CIO Insider

CIOInsider India Magazine

Separator

Maybe The Current On-Premises Environment Is Holding You Back

Separator
By Kartik Gulani, Senior Vice President: IT/Solutions/CTO, Securitas India

As per the Enterprise Strategy Group (ESG), 2020 survey 77 percent respondents agreed that “Most financial approvals will be automated in the next five years”, 74 percent agreed that intelligent automation was the key to regulatory compliance and that companies who will deploy emerging technologies will grow 58 percent faster than those who do not. Research shows that business leaders say their current ERP system does not meet their present requirements, let alone future plans.

As a change maker, is it time for you to consider this for your enterprise?

What are the key differences between the legacy ERP and modern ERP? Have you wondered when the right time is to consider a Modern ERP?

The 2000 decade was dominated by the ‘Inpremise’ enterprise resource planning which had extensive customization of business processes. These were multi year projects making implementation’s large and expensive and remained under utilized.

The world is far more complex and competitive than those times when legacy ERP was introduced. Growing volumes of data collected from operations and finance for reporting need to drive critical business decisions. In order to survive, deliver ‘USP’ and enable growth the organization’s people, products and processes need to be agile.

There is no doubt that legacy ERP has been the backbone and delivered the administrative control to run the business for a decade or two.
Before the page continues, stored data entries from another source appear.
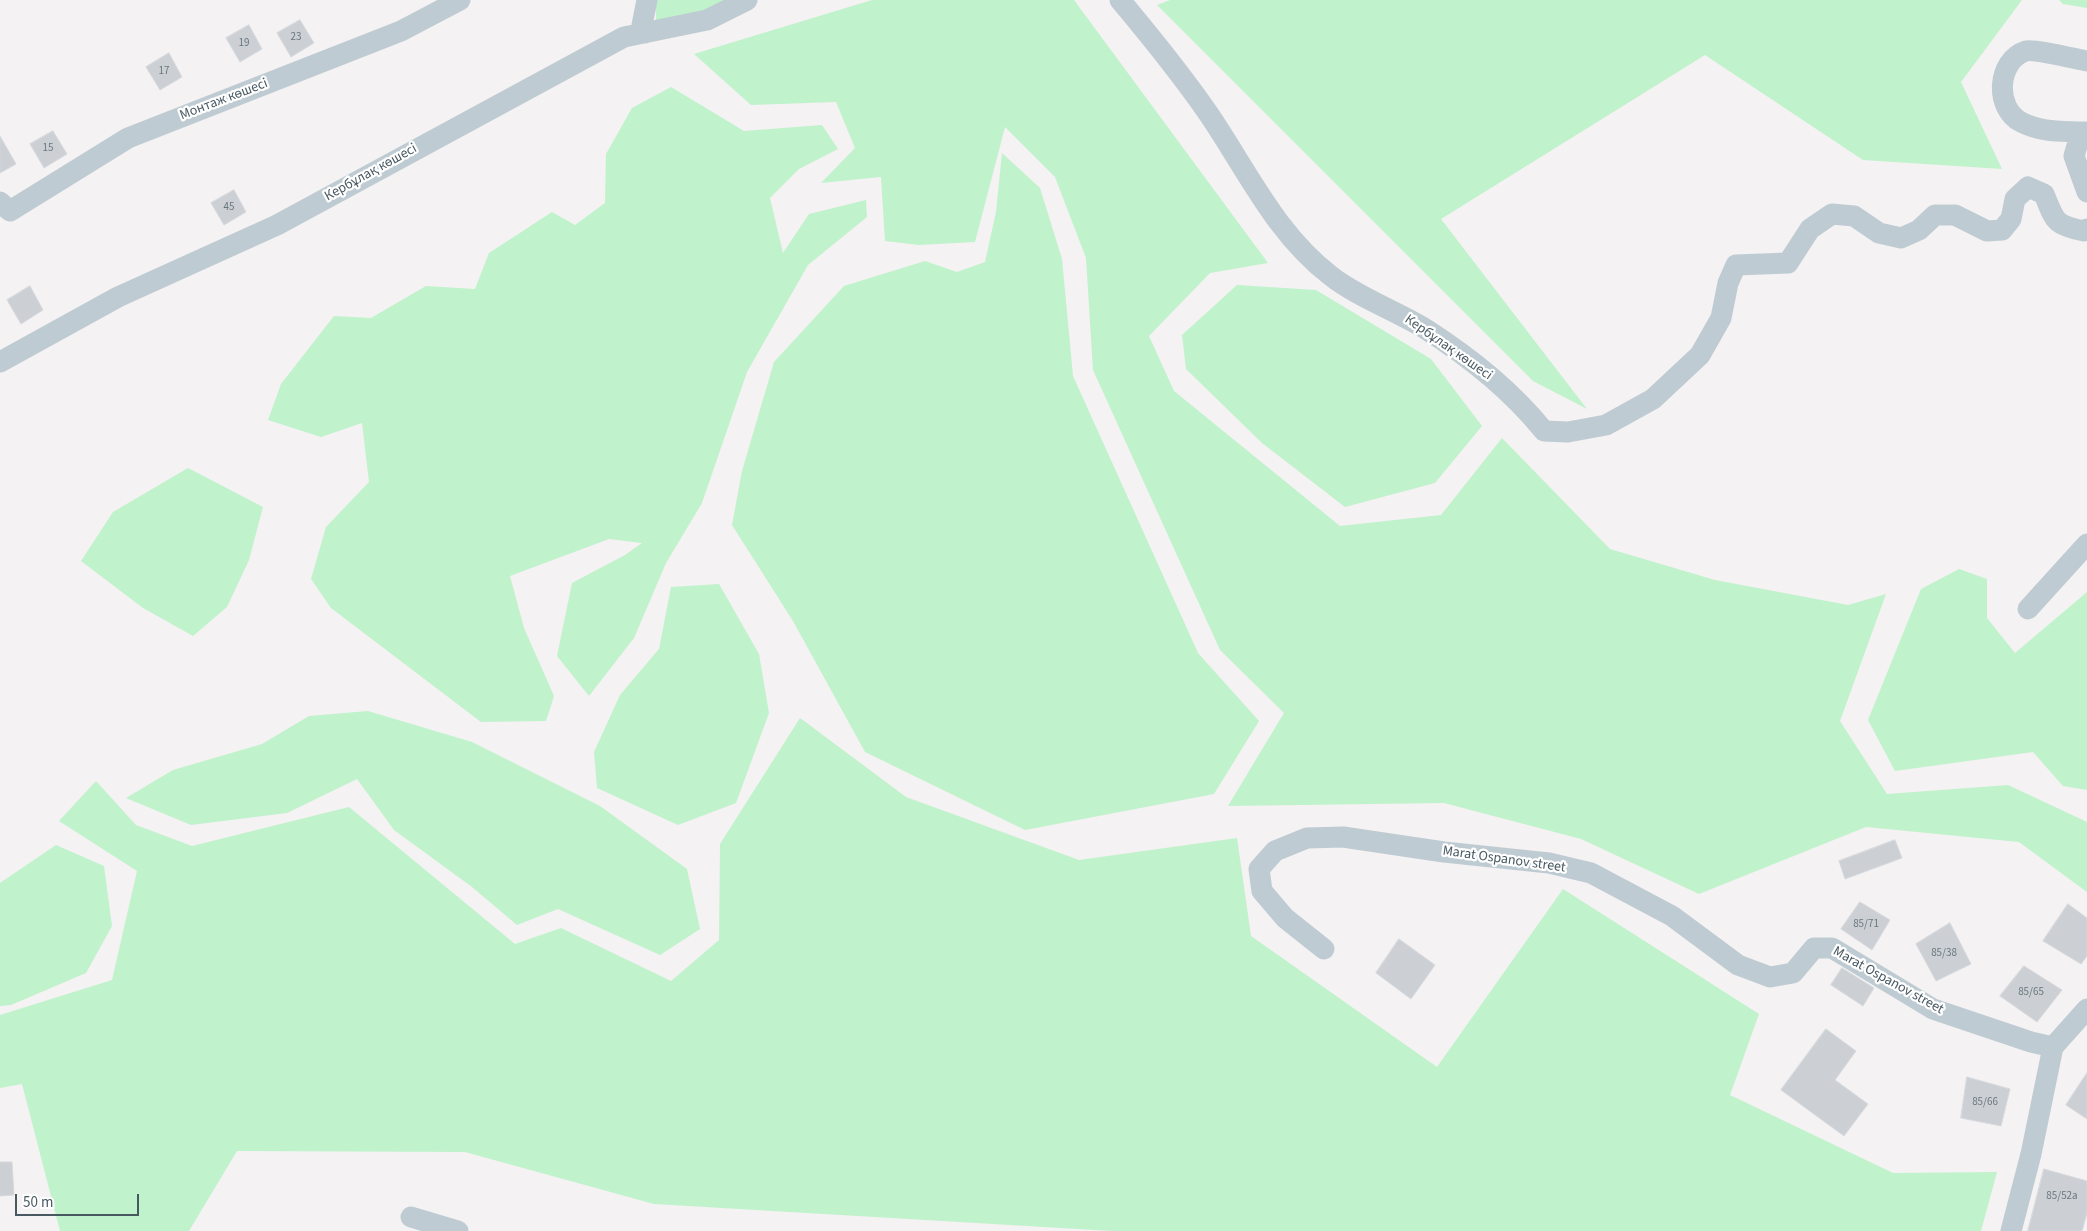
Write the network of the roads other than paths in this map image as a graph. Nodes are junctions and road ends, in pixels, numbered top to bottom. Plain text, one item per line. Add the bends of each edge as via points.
1 (460, 0) edge
2 (647, 0) edge
3 (747, 0) edge
4 (1120, 0) edge
5 (645, 33) junction
6 (2087, 61) edge
7 (2084, 132) edge
8 (2087, 192) edge
9 (0, 202) edge
10 (2087, 229) edge
11 (0, 362) edge
12 (2087, 544) edge
13 (2028, 608) dead end
14 (1324, 949) dead end
15 (2087, 1009) edge
16 (2053, 1047) junction
17 (412, 1217) dead end
18 (458, 1231) edge
19 (2011, 1231) edge

1 - 9 street, Монтаж көшесі via 401,31 128,138 10,211
2 - 5 street via 642,25
3 - 5 street, Кербұлақ көшесі via 707,20
4 - 10 street, Кербұлақ көшесі via 1204,107 1256,192 1285,232 1331,277 1424,328 1478,366 1527,410 1544,431 1568,432 1606,425 1653,399 1700,355 1721,318 1728,283 1736,266 1788,263 1810,229 1832,214 1854,216 1879,233 1901,238 1919,230 1935,215 1956,215 1987,231 2002,230 2011,219 2015,198 2028,187 2044,194 2053,217 2063,227
5 - 11 street, Кербұлақ көшесі via 624,37 277,225 118,297
6 - 7 street via 2028,50 2011,59 2003,79 2004,105 2019,121 2040,130
7 - 8 street via 2074,156
12 - 13 street
14 - 16 street, Marat Ospanov street via 1284,918 1262,891 1259,869 1275,851 1307,838 1343,837 1549,863 1592,873 1672,916 1738,964 1770,977 1793,973 1814,948 1832,948 1933,1009
15 - 16 street
16 - 19 street
17 - 18 street

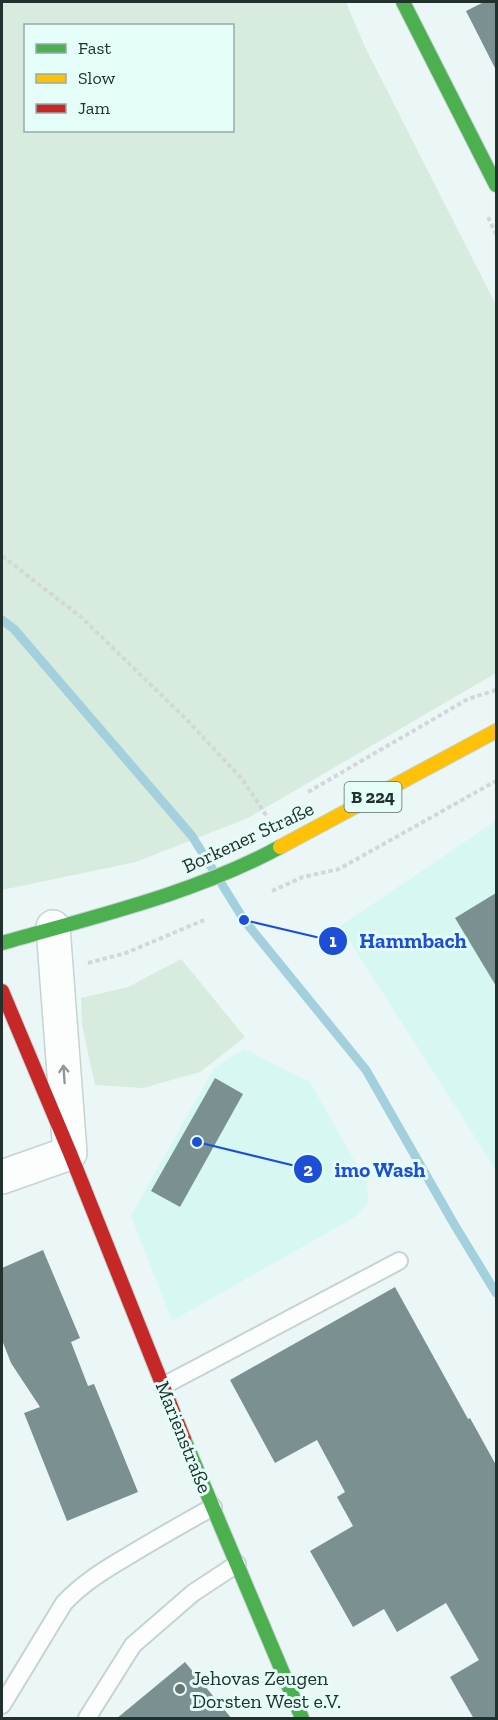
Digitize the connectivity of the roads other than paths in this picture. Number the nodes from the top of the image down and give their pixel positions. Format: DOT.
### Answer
graph roads {
  1 [pos="403,2"];
  2 [pos="496,185"];
  3 [pos="496,731"];
  4 [pos="53,927"];
  5 [pos="2,943"];
  6 [pos="2,991"];
  7 [pos="70,1153"];
  8 [pos="2,1177"];
  9 [pos="399,1262"];
  10 [pos="163,1386"];
  11 [pos="213,1507"];
  12 [pos="237,1564"];
  13 [pos="2,1705"];
  14 [pos="87,1719"];
  15 [pos="302,1719"];
  1 -- 2 [label="street"];
  3 -- 4 [label="street, Borkener Straße / B 224"];
  4 -- 5 [label="street, Borkener Straße / B 224"];
  7 -- 4 [label="street, Marienstraße, one-way"];
  6 -- 7 [label="street, Marienstraße"];
  7 -- 8 [label="street"];
  7 -- 10 [label="street, Marienstraße"];
  9 -- 10 [label="lane"];
  10 -- 11 [label="street, Marienstraße"];
  11 -- 12 [label="street, Marienstraße"];
  11 -- 13 [label="lane"];
  12 -- 14 [label="lane"];
  12 -- 15 [label="street, Marienstraße"];
}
Considerable amount of investment has been done on them however, these ERP’s were not designed for usability, mobility insights and user convenience, aspects which directly impact how you fare against competitors in providing service to your end consumers.

In order to have greater operational excellence and sales success it is imperative to evaluate new

generation or modern ERP systems which harness the technological and generational change taking place in the IT industry.

When is the time for ‘Modernization’ Ask yourself the following questions.
•Is the current ERP system supporting operational goals?
•Is it able to provide ease of collaboration and information?
•Does it carry on being the single source of truth that cascades all operational functions?
•Does it provide information transparency in real time to various management and operational roles?
•Are the dashboards configurable and mobile accessible?
•Are users increasingly dissatisfied and expecting the ERP to become a Smartphone app?
•Has the management reporting become too cumbersome because of ERP limitations and users are moving to alternate methodologies of representation.
•Is there a constant need for infrastructure upgrades?
•Is the Cost of maintaining the ERP and system fees increasing annually?
•Does the system reporting provide answers to key business questions or do they remain unanswered?
•Does the ERP system address increasing financial and compliance requirements impacting the organization?
•Is the system enabling growth, expansion and winning customer confidence?
•What is the competitor doing?

Once you have answered these you may need to acknowledge that your current system does not support your business objective and you need to have a modernization strategy that suits your business and time for modernization has come.

Key concerns which a modern ERP should address
•Since its primarily going to be in cloud, Ask yourself a few questions when evaluating options
•Is the platform secure, scalable and robust to mitigate data security and efficiency risks?
•Does it collaborate People, Product and Processes seamlessly?
•Does it have all the required components, or will you need to integrate with other products? • How does it handle customizations, regular upgrades and new ERP functionalities?
•Does it have the ability to become a single source of truth and deliver KPIs to lower and middle management with ease and convenience?
•How good is the user experience?
•To what extent is infrastructure investment required.
•While you move from Capex to Opex model what is the TCO?

Modern ERP systems work on cloud infrastructure, capitalizing on infinite resources scalable at a click, delivering data analysis and insights required for business critical collaboration and decision making. We now stand at times when the cloud landscape and business environment is experiencing rapid evolution coupled with mobile platforms, our work from anywhere and anytime culture requires our ERP systems not tied to legacy back office, In-premise environments. To enable growth organization’s need to be data driven and have insights, thus the very foundation from which one is operating needs to be rebuilt. It needs to be modernized. Maybe the current onpremises environment is holding you back.